Some of the recent satellite cities in India have a similar look. It becomes eerie after sundown when these dark structures rise above the ground without a single light in them. Is the Indian real estate market in a similar kind of bubble as their Chinese counterparts?

Around 77,460 apartments worth Rs 3,044 crore remain unsold in Mumbai, Thane and Navi Mumbai alone. The total inventory will take 30 months to sell. A survey done by JLL found out that sluggish sale is probably because of most of the ready units, which account for only 3.35% or 2,600 units, are priced above Rs 1 crore. 

In the western suburbs of Mumbai between Vile Parle to Goregaon, there are 205 completed-yet-unsold units in the range of Rs 2 crore and above. Low-priced houses are in locations which are in faraway suburbs.

Despite the high level of inventories, sellers are not willing to bring down their rack rates. Buyers, meanwhile, are hoping for a price correction and are putting off their purchases. In a report on the real estate sector, Elara Capital has pointed out that volume at across cities at the pan-India level were muted in spite of the marginal price correction seen across certain pockets. The NCR market continues to remain under pressure, while the Mumbai market continues to see sales volumes only in select projects.
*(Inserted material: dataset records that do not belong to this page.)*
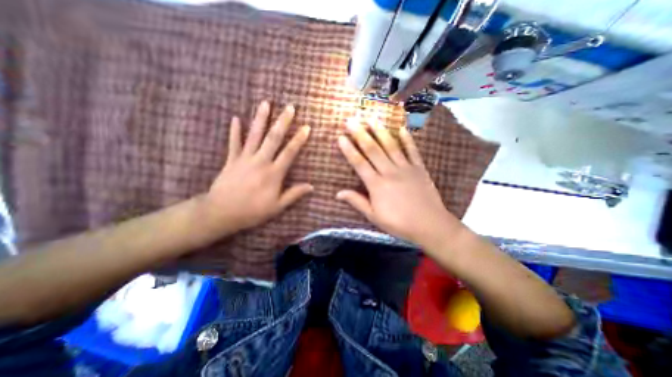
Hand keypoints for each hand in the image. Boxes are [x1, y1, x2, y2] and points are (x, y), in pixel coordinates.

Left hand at [201, 100, 313, 235]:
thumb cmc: (253, 211)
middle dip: (283, 122)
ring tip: (265, 103)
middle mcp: (261, 161)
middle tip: (290, 108)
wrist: (222, 212)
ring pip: (254, 135)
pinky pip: (233, 142)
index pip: (289, 152)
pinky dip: (234, 130)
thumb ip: (294, 194)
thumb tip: (311, 187)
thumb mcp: (277, 206)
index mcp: (274, 173)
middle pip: (273, 138)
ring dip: (260, 118)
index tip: (306, 127)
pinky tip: (236, 118)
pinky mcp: (231, 160)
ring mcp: (244, 159)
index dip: (299, 139)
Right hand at [339, 120, 465, 248]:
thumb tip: (338, 193)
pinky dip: (407, 139)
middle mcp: (389, 172)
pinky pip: (412, 150)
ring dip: (380, 131)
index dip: (349, 149)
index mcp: (376, 184)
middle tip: (351, 120)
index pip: (359, 163)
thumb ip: (356, 201)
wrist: (429, 225)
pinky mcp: (419, 168)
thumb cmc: (398, 223)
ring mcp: (406, 168)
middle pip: (372, 149)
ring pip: (390, 145)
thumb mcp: (373, 216)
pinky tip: (402, 128)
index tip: (341, 137)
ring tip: (371, 117)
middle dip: (360, 133)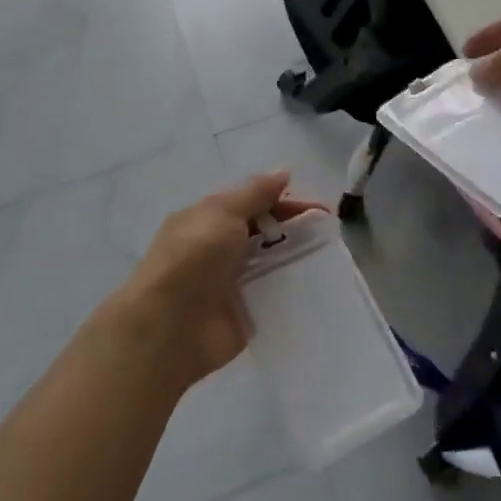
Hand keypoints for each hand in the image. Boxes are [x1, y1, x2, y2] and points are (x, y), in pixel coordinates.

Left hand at [111, 172, 323, 391]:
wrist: (168, 327)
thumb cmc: (193, 258)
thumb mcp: (222, 212)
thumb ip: (254, 193)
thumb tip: (282, 173)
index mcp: (209, 219)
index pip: (253, 203)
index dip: (284, 201)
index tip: (317, 210)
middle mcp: (221, 248)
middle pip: (265, 232)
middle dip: (295, 228)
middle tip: (328, 232)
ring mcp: (233, 282)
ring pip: (272, 263)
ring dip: (296, 258)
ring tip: (331, 257)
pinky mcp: (245, 314)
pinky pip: (273, 297)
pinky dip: (292, 290)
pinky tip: (319, 287)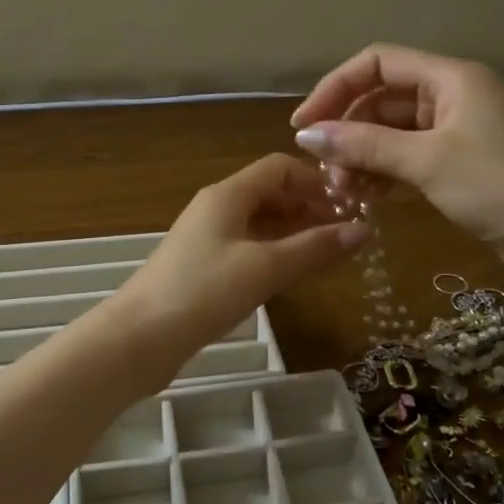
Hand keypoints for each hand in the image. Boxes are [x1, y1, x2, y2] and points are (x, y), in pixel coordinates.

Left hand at [113, 154, 369, 360]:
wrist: (139, 337)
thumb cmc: (203, 292)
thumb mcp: (265, 268)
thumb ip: (314, 248)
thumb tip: (365, 230)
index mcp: (228, 194)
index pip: (278, 167)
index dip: (315, 181)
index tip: (347, 206)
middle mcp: (216, 207)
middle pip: (269, 193)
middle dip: (308, 207)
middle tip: (344, 234)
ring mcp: (206, 237)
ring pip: (259, 222)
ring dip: (293, 231)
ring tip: (328, 254)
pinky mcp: (202, 266)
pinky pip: (247, 246)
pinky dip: (274, 252)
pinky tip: (293, 273)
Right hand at [290, 44, 503, 280]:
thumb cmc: (497, 187)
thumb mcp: (425, 161)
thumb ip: (364, 145)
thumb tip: (305, 134)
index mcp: (449, 77)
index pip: (376, 63)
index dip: (335, 88)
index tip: (303, 125)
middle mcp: (449, 96)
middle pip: (380, 100)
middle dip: (347, 132)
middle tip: (326, 172)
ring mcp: (454, 131)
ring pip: (390, 132)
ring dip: (361, 157)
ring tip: (343, 193)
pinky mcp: (456, 163)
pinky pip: (406, 157)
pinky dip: (383, 173)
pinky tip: (366, 198)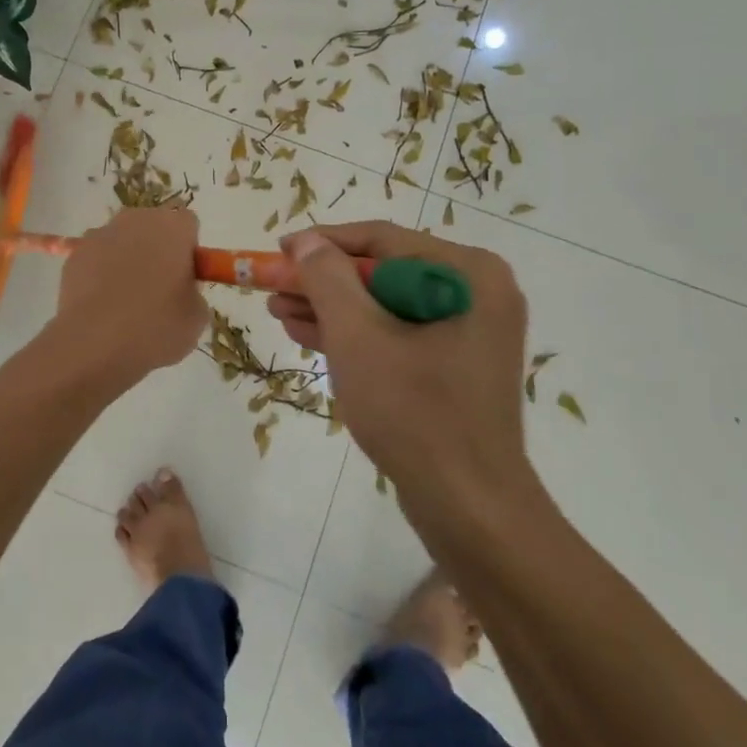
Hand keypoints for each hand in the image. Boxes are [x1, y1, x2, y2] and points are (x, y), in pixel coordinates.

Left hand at [51, 207, 208, 383]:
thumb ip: (192, 292)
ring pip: (121, 241)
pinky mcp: (74, 255)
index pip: (188, 225)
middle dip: (156, 250)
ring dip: (126, 260)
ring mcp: (100, 235)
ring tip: (124, 302)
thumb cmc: (155, 326)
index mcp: (173, 227)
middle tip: (158, 290)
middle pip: (152, 226)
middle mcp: (136, 220)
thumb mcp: (196, 316)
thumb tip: (179, 291)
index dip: (188, 251)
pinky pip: (95, 259)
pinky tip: (101, 306)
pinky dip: (99, 274)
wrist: (94, 343)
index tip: (184, 278)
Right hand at [268, 222, 539, 533]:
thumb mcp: (359, 337)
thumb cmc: (414, 412)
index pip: (382, 239)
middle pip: (382, 271)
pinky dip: (354, 334)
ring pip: (385, 304)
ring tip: (277, 308)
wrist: (468, 507)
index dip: (324, 242)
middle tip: (272, 284)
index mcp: (467, 273)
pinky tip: (305, 332)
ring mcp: (467, 330)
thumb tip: (308, 241)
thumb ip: (328, 279)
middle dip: (323, 281)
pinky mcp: (453, 363)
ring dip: (331, 307)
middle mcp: (475, 292)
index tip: (278, 250)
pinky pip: (396, 333)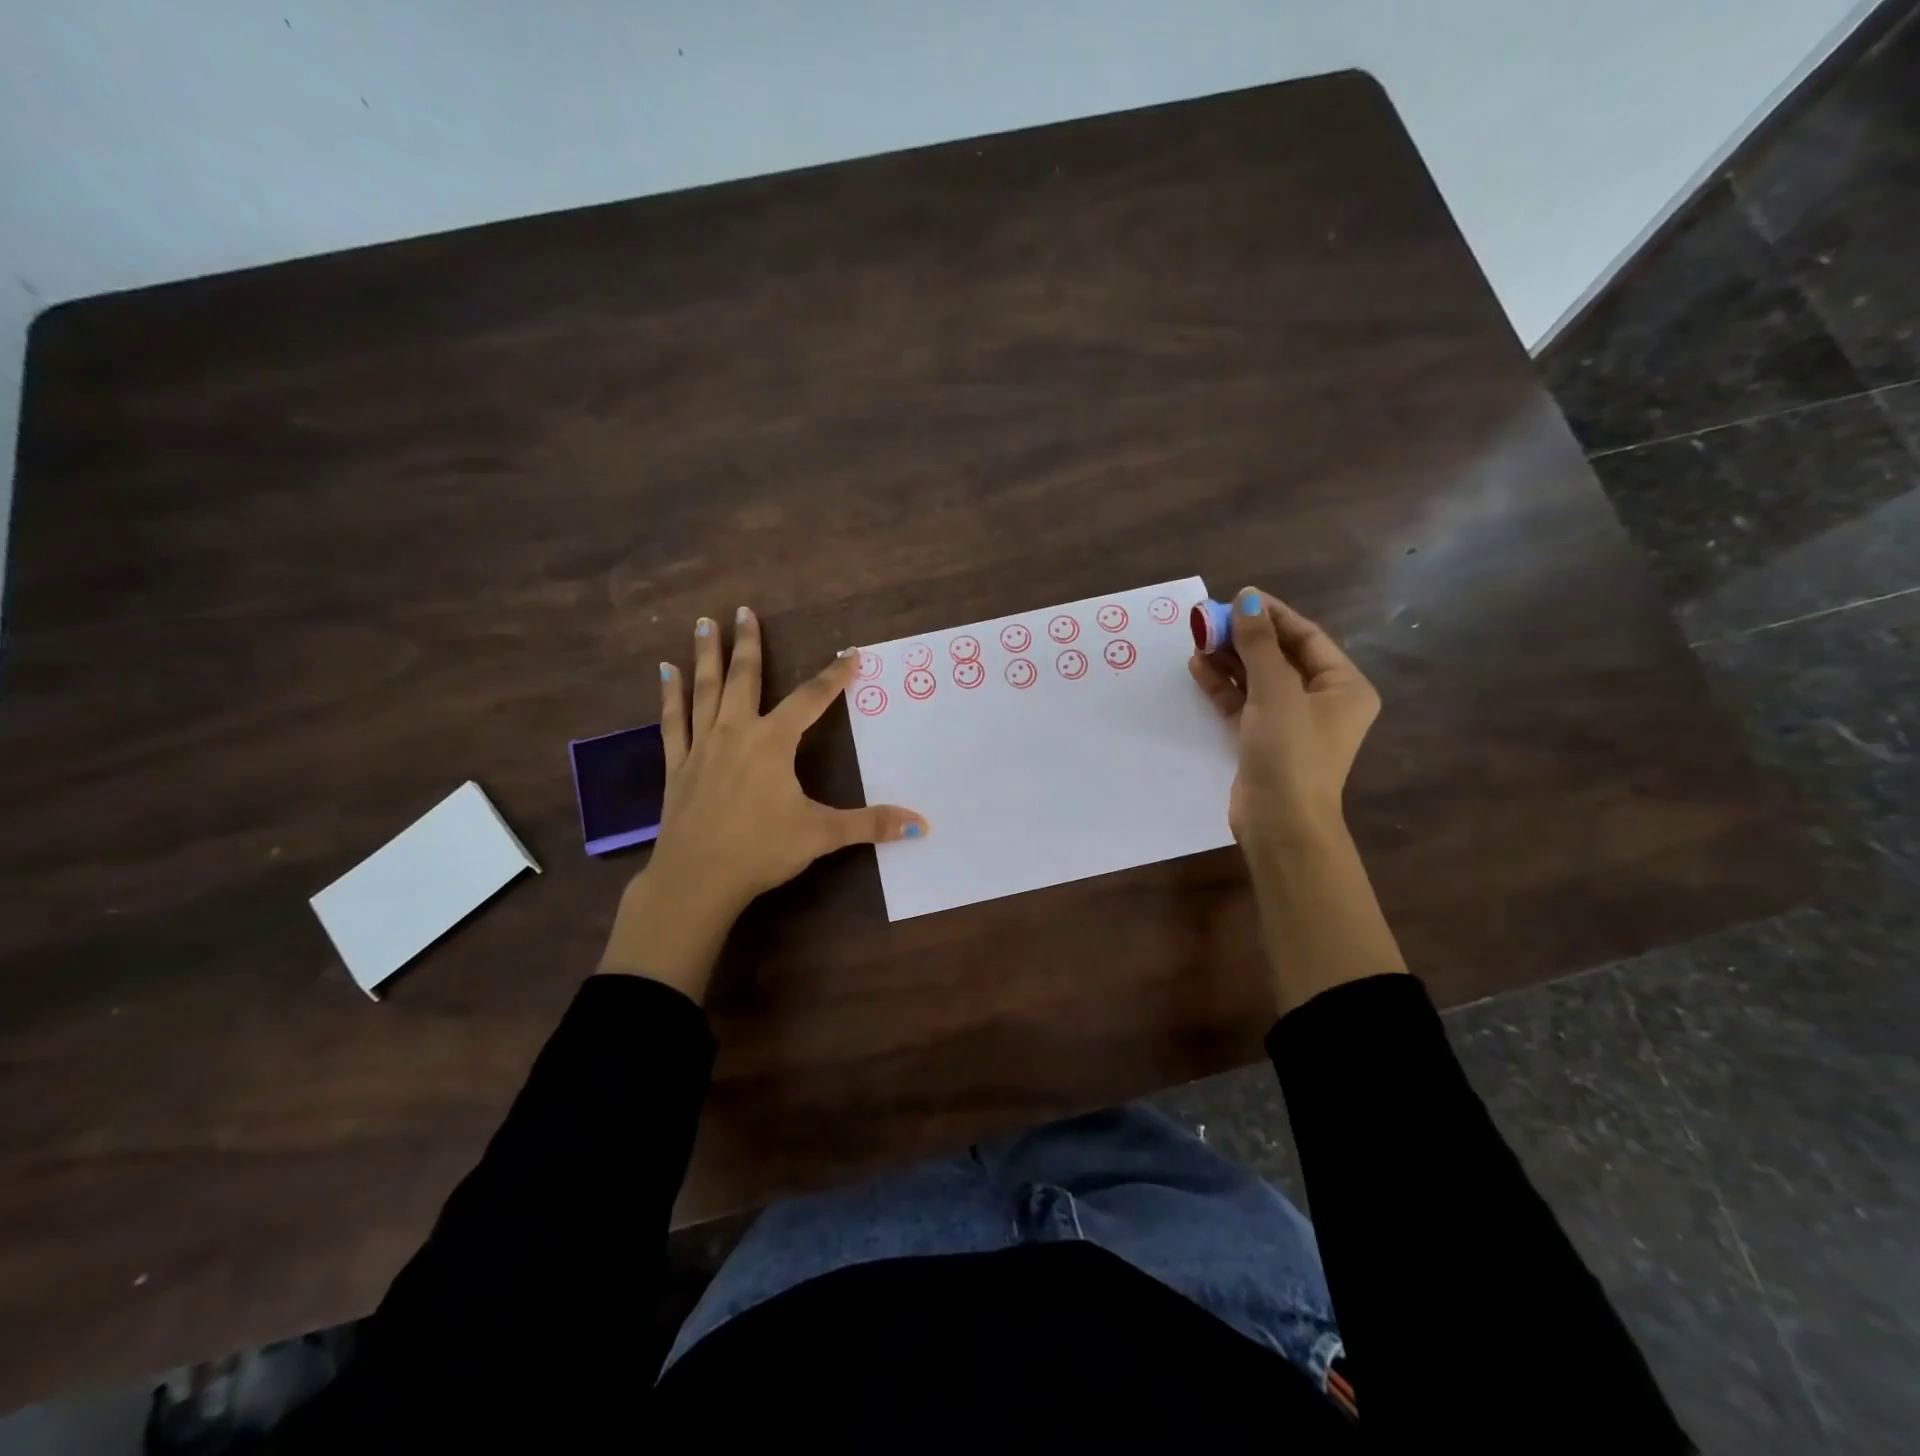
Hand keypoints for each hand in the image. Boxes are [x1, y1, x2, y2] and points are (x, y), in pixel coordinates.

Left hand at [598, 607, 926, 999]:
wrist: (696, 879)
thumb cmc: (761, 850)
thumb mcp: (821, 834)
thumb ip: (870, 824)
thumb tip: (920, 824)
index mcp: (773, 742)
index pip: (811, 699)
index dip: (834, 675)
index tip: (851, 654)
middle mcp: (736, 732)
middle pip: (745, 678)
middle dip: (749, 643)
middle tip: (744, 610)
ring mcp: (702, 746)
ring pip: (706, 690)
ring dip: (707, 656)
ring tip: (704, 623)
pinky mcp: (678, 765)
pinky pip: (673, 721)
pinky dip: (670, 695)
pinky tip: (665, 672)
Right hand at [1189, 586, 1403, 1010]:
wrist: (1280, 821)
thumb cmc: (1290, 751)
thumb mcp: (1275, 691)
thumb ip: (1259, 645)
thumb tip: (1246, 599)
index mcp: (1343, 686)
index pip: (1306, 637)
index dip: (1271, 615)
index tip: (1237, 597)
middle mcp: (1322, 701)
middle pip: (1280, 656)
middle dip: (1245, 637)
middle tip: (1209, 619)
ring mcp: (1291, 722)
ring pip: (1258, 679)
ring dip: (1230, 660)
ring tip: (1198, 640)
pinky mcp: (1264, 740)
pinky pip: (1243, 703)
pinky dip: (1223, 687)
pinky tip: (1199, 668)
The numbers clearly reflect the huge mismatch between buyer and seller expectations. In Mumbai alone there are 5,311 unsold units which are priced above Rs 5 crore while 17,000 units priced between Rs 2-5 crore remain unsold.

One of the other reasons that these units have remained unsold is because investors are no longer present in the market. These properties are being bought by the final user who will be staying in the house. 

The differentiating factor between China and India real estate market is that in the case of the former the investor was left holding the baby while in India the builder is sitting on the unsold inventory.

In any other market if demand does not meet supply, prices come down. This is not the case in real estate market which is artificially propped up by builders. But deals are being struck at lower than market rates. Though market rates are ‘officially’ high, if a buyer sits with his cheque on the table a deal is struck at a decent discount.

It does not require an economist to tell you that for the sector to revive, prices have to come down. It is unlikely that buyers will get enough resources to buy houses at such high prices. The buyer always has the option of staying in a rental property. The seller will have to come down from his high pedestal to meet the buyer.

A case in the point of the builder coming down to meet the buyer is well demonstrated in the pre-launch offering process which was recently closed in Thane, near Mumbai. The rates were at a substantial discount to the market price and the issue received over 2,500 applications. Incidentally this is marginally higher than the 2,600 ready unsold flats in Mumbai proving the point for a right price there are buyers.

If builders are not going to bring down prices, perhaps the government will have to push them to do so by bringing in a regulator to control prices and curb wrongful practices. Unless this done, we should not be surprised to see Indian ghost towns like their China counterparts.